Emerging growth company ☐
If an emerging growth company, indicate by check mark if the registrant has elected not to use the extended transition period for complying with any new or revised financial accounting standards provided pursuant to Section 13(a) of the Exchange Act. ☐
Item 2.02. Results of Operations and Financial Condition.
Worthington Enterprises, Inc. ("we," "our," and "us") conducted a conference call on June 24, 2026, beginning at approximately 8:30 a.m., Eastern Time, to discuss our unaudited financial results for the fourth quarter of fiscal 2026 ended May 31, 2026. Additionally, we addressed certain issues related to the outlook for us and our subsidiaries and their respective markets. A copy of the transcript of the conference call is furnished as Exhibit 99.1 to this Current Report on Form 8-K (this “Form 8-K”).
The information contained in this Item 2.02 and in Exhibit 99.1 is being furnished pursuant to Item 2.02 and shall not be deemed to be “filed” for purposes of Section 18 of the Securities Exchange Act of 1934, as amended (the “Exchange Act”), or otherwise subject to the liabilities of that Section, unless we specifically state that the information is to be considered “filed” under the Exchange Act or incorporates the information by reference into a filing under the Exchange Act or the Securities Act of 1933, as amended.
In the conference call, we discussed financial measures prepared and presented in accordance with accounting principles generally accepted in the United States (“GAAP”) as well as non-GAAP financial measures to provide investors with additional information that we believe allows for increased comparability of the performance of our ongoing operations from period to period. We referred to adjusted earnings before interest, taxes, depreciation and amortization (“EBITDA”) and adjusted EBITDA margin on a trailing 12-months (“TTM”) basis. Adjusted EBITDA and adjusted EBITDA margin are non-GAAP financial measures used by us as measures of operating performance. EBITDA is calculated by adding or subtracting, as appropriate, interest expense, net, income tax expense and depreciation and amortization to/from net earnings attributable to controlling interest. Adjusted EBITDA is calculated by adding or subtracting, as appropriate, to/from EBITDA certain items that we believe are not necessarily indicative of our operating performance, such as those listed in the tables below and previously described in Exhibit 99.1 to our Current Report on Form 8-K filed on June 23, 2026. TTM adjusted EBITDA margin is calculated by dividing TTM adjusted EBITDA by net sales.

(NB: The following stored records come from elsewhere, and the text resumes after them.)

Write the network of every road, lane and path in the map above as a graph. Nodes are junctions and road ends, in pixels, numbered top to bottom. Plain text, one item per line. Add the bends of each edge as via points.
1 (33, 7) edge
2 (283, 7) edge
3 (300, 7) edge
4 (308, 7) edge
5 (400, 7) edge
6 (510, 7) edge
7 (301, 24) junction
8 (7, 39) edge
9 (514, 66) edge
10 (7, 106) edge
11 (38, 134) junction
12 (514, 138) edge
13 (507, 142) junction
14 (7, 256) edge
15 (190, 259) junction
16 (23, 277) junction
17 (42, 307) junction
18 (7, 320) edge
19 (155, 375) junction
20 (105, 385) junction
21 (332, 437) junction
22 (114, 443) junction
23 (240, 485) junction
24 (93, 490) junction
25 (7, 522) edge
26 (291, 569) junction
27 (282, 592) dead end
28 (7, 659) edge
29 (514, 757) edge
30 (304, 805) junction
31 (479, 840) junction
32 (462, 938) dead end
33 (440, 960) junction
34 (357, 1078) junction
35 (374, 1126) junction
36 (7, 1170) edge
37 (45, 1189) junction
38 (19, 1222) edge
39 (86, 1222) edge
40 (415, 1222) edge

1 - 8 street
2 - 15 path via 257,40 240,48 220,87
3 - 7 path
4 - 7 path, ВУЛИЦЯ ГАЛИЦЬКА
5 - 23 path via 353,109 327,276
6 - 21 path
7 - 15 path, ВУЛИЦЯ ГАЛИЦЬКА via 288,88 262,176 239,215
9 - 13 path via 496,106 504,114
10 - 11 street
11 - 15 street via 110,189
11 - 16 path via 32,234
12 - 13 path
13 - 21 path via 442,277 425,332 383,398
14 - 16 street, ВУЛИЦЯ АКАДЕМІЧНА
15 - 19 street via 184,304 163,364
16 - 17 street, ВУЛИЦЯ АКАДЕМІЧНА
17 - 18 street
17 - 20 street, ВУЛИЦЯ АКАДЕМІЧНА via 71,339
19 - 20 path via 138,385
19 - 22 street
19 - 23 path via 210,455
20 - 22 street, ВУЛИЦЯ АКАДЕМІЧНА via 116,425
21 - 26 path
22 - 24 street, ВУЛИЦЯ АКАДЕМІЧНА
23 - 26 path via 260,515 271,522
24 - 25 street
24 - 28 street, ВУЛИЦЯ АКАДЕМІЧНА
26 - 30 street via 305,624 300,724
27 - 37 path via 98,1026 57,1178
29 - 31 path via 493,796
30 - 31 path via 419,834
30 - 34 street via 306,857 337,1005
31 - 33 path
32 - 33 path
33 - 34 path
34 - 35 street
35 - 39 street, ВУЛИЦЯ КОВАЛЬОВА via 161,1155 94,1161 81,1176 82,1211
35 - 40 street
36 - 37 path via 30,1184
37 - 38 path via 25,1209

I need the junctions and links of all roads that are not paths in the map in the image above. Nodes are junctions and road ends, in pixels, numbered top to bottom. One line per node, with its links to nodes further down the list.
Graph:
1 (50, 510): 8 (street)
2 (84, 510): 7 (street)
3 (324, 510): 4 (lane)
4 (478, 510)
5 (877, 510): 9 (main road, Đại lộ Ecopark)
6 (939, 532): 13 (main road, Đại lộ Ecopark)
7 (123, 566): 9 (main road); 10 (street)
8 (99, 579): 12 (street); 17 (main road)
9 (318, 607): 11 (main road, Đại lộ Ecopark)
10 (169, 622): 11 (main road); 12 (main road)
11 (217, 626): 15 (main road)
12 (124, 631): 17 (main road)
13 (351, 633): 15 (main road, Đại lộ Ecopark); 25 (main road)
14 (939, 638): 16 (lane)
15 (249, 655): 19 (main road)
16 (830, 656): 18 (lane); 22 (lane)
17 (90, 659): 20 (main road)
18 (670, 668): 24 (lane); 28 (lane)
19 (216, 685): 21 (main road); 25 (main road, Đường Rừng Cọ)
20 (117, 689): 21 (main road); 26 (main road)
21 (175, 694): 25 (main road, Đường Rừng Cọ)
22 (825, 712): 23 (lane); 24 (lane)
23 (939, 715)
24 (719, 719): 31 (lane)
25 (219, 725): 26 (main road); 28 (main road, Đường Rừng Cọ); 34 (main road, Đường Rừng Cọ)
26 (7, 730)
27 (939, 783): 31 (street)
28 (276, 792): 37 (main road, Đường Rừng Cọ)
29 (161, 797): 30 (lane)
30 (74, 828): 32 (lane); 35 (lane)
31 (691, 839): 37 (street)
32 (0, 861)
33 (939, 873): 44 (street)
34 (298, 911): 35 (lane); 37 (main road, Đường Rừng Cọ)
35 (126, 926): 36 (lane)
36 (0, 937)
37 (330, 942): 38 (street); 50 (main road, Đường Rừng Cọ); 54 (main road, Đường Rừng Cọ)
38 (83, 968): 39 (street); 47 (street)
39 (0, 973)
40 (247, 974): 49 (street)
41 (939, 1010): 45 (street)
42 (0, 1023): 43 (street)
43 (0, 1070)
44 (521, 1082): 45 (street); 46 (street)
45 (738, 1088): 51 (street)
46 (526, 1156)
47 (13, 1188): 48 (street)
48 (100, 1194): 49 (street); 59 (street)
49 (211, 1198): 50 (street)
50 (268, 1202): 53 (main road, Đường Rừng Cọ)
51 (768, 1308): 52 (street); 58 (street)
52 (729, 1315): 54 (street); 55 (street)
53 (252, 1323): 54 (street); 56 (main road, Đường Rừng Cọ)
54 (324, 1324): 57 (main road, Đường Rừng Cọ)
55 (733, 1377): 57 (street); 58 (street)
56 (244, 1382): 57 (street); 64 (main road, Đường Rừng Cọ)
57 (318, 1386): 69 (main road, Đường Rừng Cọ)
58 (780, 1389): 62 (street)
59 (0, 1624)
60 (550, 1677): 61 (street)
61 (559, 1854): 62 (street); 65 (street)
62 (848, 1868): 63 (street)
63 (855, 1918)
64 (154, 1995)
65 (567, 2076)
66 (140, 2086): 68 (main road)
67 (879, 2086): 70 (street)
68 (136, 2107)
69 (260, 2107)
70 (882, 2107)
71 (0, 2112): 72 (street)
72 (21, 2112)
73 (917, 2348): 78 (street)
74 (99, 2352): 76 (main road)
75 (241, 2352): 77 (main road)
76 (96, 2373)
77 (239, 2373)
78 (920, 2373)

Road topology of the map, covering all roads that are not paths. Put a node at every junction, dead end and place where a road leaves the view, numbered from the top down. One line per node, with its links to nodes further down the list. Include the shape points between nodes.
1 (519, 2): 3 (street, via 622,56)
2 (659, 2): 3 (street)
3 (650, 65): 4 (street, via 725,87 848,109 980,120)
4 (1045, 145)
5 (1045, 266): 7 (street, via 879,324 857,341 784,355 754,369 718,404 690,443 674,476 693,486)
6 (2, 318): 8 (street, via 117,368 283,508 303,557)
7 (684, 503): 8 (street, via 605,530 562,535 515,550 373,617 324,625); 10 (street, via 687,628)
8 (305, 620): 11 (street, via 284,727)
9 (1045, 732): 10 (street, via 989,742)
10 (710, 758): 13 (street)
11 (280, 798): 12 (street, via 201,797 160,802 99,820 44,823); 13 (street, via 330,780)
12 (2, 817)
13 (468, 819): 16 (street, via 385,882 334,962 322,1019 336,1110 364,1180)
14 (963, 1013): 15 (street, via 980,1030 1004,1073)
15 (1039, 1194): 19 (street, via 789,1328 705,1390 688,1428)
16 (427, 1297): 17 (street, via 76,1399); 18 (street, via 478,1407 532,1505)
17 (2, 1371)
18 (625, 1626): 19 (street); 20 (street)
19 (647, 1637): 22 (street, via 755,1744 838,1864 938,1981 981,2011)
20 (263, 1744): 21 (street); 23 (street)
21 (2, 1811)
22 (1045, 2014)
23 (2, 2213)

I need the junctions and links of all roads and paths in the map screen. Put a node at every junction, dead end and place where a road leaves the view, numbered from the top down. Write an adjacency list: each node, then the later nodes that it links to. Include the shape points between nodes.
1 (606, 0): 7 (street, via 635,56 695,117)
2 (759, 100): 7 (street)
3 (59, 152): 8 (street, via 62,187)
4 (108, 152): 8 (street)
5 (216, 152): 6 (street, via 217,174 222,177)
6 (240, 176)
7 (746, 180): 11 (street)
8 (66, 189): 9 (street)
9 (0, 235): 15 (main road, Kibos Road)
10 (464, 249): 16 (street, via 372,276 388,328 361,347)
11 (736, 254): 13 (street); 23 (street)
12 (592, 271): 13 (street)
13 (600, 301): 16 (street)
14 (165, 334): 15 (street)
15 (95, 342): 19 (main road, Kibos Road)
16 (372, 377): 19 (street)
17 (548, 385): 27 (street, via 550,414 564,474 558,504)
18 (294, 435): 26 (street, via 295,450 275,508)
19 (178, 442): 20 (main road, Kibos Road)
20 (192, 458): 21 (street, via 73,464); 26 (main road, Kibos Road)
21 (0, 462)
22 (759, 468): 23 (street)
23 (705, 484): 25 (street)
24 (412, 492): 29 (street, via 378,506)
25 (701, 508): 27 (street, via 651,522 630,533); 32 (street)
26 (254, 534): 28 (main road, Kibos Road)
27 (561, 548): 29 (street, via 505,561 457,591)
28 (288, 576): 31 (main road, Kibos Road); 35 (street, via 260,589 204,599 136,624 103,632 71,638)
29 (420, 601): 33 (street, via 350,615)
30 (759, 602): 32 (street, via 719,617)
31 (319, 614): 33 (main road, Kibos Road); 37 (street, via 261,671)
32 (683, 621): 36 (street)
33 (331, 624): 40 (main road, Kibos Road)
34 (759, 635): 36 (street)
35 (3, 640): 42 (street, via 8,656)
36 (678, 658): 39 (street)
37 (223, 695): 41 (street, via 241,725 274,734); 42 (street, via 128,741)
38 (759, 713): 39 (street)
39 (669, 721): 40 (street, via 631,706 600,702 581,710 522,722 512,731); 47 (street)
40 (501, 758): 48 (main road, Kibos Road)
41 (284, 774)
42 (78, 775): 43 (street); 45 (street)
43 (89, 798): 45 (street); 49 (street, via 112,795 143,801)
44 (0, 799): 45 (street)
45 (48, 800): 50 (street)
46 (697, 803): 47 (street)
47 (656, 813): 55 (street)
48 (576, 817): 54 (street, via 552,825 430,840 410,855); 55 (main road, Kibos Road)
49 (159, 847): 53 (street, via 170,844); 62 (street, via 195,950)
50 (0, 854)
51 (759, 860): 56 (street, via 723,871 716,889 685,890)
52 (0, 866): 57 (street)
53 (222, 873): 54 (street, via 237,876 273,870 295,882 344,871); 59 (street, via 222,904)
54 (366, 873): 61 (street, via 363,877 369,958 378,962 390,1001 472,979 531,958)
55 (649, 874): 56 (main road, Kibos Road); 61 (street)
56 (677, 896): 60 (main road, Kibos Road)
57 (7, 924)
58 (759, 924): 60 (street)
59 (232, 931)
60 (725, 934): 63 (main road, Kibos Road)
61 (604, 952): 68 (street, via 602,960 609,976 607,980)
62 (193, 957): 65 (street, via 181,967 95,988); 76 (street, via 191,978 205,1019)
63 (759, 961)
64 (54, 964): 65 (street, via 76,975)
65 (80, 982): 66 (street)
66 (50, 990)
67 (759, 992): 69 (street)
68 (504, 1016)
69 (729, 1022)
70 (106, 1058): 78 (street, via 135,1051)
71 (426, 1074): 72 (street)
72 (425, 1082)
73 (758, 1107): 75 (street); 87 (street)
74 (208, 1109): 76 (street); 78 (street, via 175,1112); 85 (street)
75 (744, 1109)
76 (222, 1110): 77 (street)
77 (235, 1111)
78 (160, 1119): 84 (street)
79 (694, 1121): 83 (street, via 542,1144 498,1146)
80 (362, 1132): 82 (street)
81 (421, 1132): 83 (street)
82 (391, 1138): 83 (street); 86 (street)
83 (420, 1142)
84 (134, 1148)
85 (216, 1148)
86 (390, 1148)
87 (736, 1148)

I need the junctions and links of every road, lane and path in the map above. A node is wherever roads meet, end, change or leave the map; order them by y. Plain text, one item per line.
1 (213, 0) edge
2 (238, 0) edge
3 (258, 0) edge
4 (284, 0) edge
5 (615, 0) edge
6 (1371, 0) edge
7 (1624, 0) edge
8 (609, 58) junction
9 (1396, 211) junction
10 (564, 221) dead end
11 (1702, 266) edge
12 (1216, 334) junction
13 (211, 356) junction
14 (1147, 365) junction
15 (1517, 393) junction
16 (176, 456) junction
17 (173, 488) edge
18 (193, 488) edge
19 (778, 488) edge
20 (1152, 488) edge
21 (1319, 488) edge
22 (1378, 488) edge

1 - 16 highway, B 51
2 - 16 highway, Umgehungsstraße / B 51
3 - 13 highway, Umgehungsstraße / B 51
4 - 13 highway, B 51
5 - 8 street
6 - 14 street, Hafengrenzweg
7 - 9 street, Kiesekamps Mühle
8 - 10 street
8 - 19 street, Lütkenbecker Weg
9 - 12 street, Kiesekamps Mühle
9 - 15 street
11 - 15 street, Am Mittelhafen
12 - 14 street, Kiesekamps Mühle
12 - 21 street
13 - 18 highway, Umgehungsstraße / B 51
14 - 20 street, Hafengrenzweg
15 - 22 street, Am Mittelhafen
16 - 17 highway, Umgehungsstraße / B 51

During the conference call, we also referred to the ratio of net debt to adjusted EBITDA, which is a non-GAAP financial measure that is used by us as a measure of leverage. Net debt to adjusted EBITDA is calculated by subtracting cash and cash equivalents from total debt (defined as the aggregate of short-term borrowings, current maturities of long-term debt and long-term debt) and dividing the sum by adjusted EBITDA. The calculation of net debt to adjusted EBITDA for the fiscal year ended May 31, 2026 (“fiscal 2026”), along with a reconciliation of net cash provided by operating activities (the most comparable GAAP financial measure) is outlined below.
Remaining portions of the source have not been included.